Le président Sarkozy redevient le candidat Sarkozy le temps d'une émission de TV.
Il a annoncé peur de choses concrètes, beaucoup de bonnes intentions, beaucoup de "on va faire", "il faut maintenant décider", "Je vais exiger des autres pays de l'Europe", "j'ai imposé au USA la tenue d'une conférence" etc..La conférence a eu lieu. Rien n'en est sorti. Grande gueule quoi!

Écrit par : salegueule | 05/02/2009

Dans mon commentaire précédent veuillez svp lire . "annoncé peu" au lieu de peur
Merci

Écrit par : salegueule | 05/02/2009

Bluffant, oui, Serge, et au sens propre. Qui consiste donc "à faire illusion". Toujours les mêmes méthodes, le même volontarisme du corps et de la parole quand tout s'effondre autour. On oubliera les mensonges sur les intérêts des prêts au banque (cet argent n'étant pas dans les caisses de l'Etat, il faut donc l'emprunter et pas gratuitement) et on s'interroge sur la manière de compenser la suppression de la taxe professionnelle. Une bonne nouvelle sur les collectivités locales qui vont devoir se rattraper en augmentant les impôts locaux. Bref, "je donne un peu ici et je reprends beaucoup plus là". Là, c'est à dire dans les poches des foyers les plus modestes.
Un homme "sensible au destin douloureux des citoyens"? Où est passé ta lucidité, Serge? Replonge toi dans le bouquin de Reza: malgré sa fascination pour l'homme, l'auteur ne peut cacher le mépris qu'il éprouve tant pour ses proches que pour les citoyens. Il y a encore cette chute d'un film de Karl Zéro, où, croyant les caméras éteintes, il confie travailler avec des "cons". Et mille et mille exemples qui pourraient témoigner de son manque d'empathie. Mais qu'attendre d'un individu qui pense qu'on est génétiquement programmé pour être un assassin?
Comme Ségolène (moins talentueuse), Nicolas Sarkozy est un enfant de l'ère de la com'. La manière d'asséner le message compte plus que le fond du message. On pourrait citer l'usine de Madrange comme exemple: le chef de l'Etat était venu promettre aux ouvriers - devant les caméras - qu'on ne fermerait pas leur usine, qu'il y veillerait personnellement, qu'il reviendrait porter la bonne nouvelle. Un an plus tard, l'usine est fermée, les ouvriers au chômage et ils n'ont pas revu Sarkozy. Qu'importe: ce qui reste dans la mémoire collective, ce sont les images d'un président volontariste.
Maintenant, il se peut que je n'ai rien compris et que ton papier relève du second degré. Auquel cas, bienvenu dans le camp des "Fatals Flatteurs"...

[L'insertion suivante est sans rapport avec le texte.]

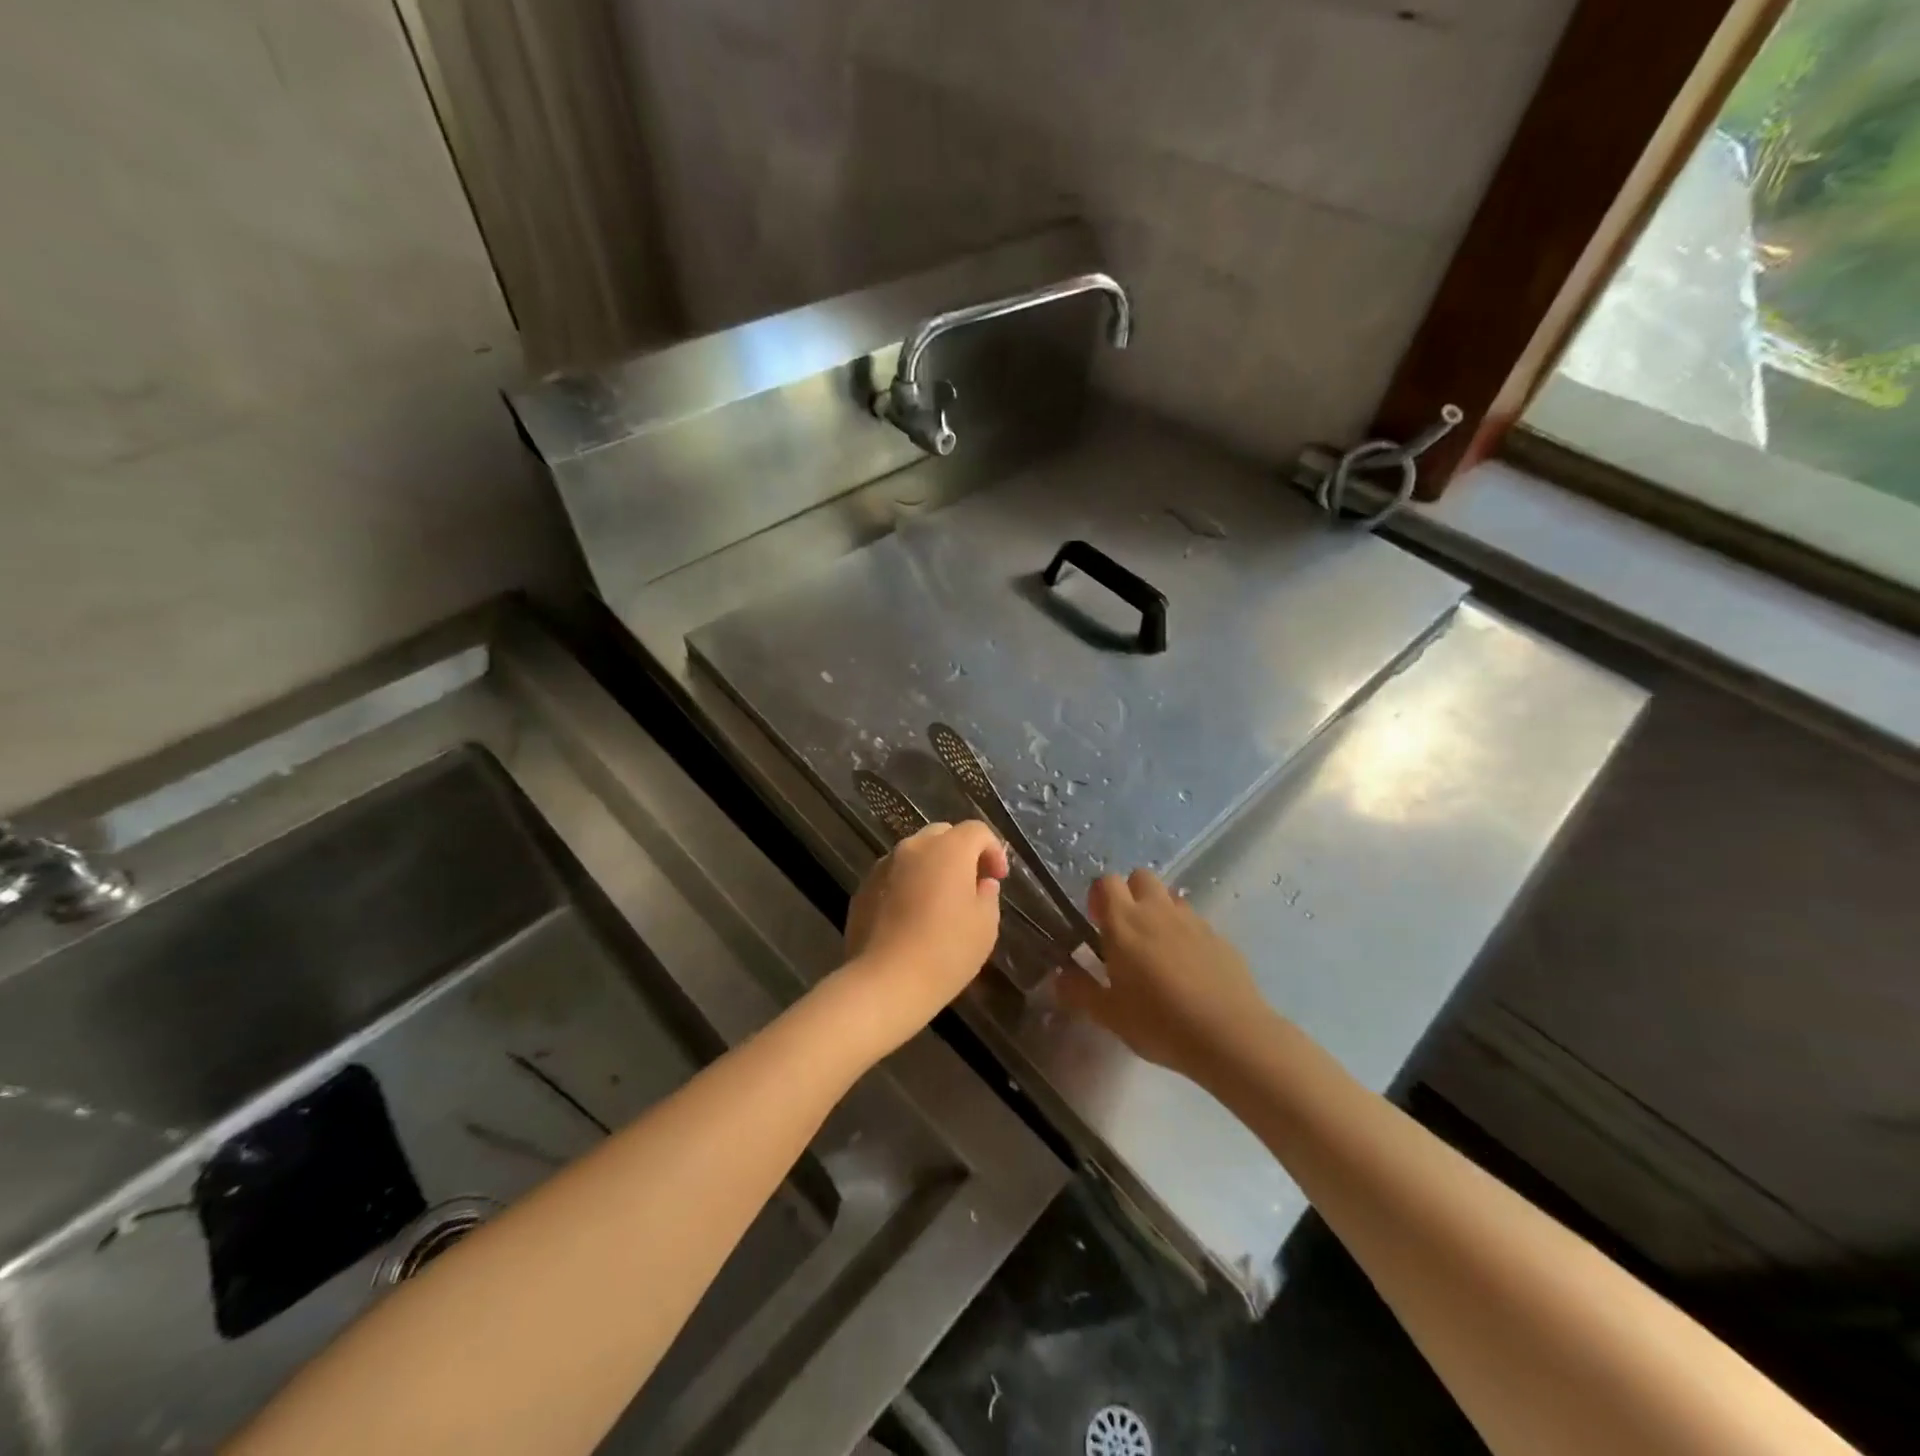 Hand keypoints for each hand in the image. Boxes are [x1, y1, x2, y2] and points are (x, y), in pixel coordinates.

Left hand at [833, 821, 1007, 1055]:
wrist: (885, 982)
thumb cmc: (946, 951)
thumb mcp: (985, 926)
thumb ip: (988, 895)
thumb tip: (981, 883)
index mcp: (948, 849)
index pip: (976, 830)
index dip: (993, 850)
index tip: (998, 878)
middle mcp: (913, 847)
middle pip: (943, 835)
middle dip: (961, 852)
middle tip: (971, 884)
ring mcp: (883, 866)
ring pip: (914, 854)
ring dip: (931, 867)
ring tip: (939, 901)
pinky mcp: (863, 888)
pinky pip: (893, 875)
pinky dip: (907, 885)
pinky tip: (911, 916)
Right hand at [1058, 869, 1279, 1083]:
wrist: (1229, 1036)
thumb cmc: (1159, 1023)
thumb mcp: (1109, 1015)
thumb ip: (1080, 991)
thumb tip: (1059, 976)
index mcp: (1124, 922)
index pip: (1106, 882)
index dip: (1099, 896)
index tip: (1096, 921)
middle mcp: (1157, 911)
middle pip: (1141, 877)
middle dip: (1130, 894)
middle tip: (1126, 931)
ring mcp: (1192, 921)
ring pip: (1170, 898)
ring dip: (1159, 912)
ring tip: (1158, 950)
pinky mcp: (1220, 937)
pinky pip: (1195, 923)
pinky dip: (1186, 934)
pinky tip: (1189, 969) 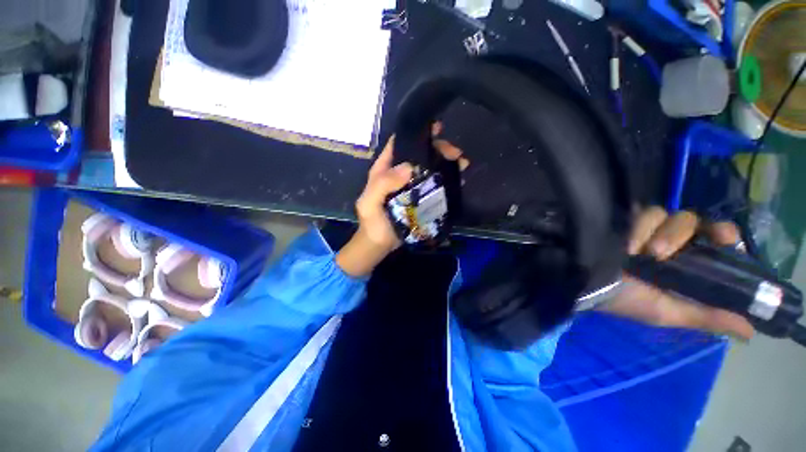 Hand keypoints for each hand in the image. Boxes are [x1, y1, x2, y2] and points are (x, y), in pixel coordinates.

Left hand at [336, 125, 469, 276]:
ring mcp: (413, 186)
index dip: (415, 134)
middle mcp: (400, 174)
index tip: (436, 129)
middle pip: (420, 155)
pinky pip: (435, 185)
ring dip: (446, 163)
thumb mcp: (369, 203)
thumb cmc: (372, 222)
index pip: (399, 144)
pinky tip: (459, 179)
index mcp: (385, 169)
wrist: (380, 243)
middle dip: (438, 149)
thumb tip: (409, 167)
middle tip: (455, 153)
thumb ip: (382, 185)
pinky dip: (447, 180)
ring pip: (430, 168)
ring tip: (462, 164)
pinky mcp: (422, 198)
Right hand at [598, 207, 754, 340]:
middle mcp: (673, 243)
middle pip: (697, 220)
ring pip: (670, 214)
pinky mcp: (628, 222)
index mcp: (688, 263)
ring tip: (647, 254)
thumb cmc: (628, 301)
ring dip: (664, 234)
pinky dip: (641, 228)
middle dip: (694, 231)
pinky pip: (644, 213)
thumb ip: (706, 317)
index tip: (726, 242)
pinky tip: (630, 246)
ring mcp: (649, 231)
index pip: (718, 239)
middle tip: (687, 244)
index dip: (726, 236)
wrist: (588, 285)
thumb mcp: (668, 313)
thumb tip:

Écrit par : Lionel Chiuch | 06/02/2009

Petite précision: il s'agit de Gandrange et pas de Madrange. Et Nicolas Sarkozy a effectivement promis qu'il reviendrait sur le site. Donc, pas de procès d'intention, même si "les promesses n'engagent que ceux qui les croient".

Écrit par : Lionel Chiuch | 06/02/2009

Joli coup, Lionel: totalement d'accord..
Et pour la "règle des 3 tiers": quelle poudre aux yeux ! Comme s'il existait une formule magique en la matière, et qu'en donnant encore plus aux actionnaires, tous les problèmes s'en iraient. Du grand n'importe quoi, ce discours.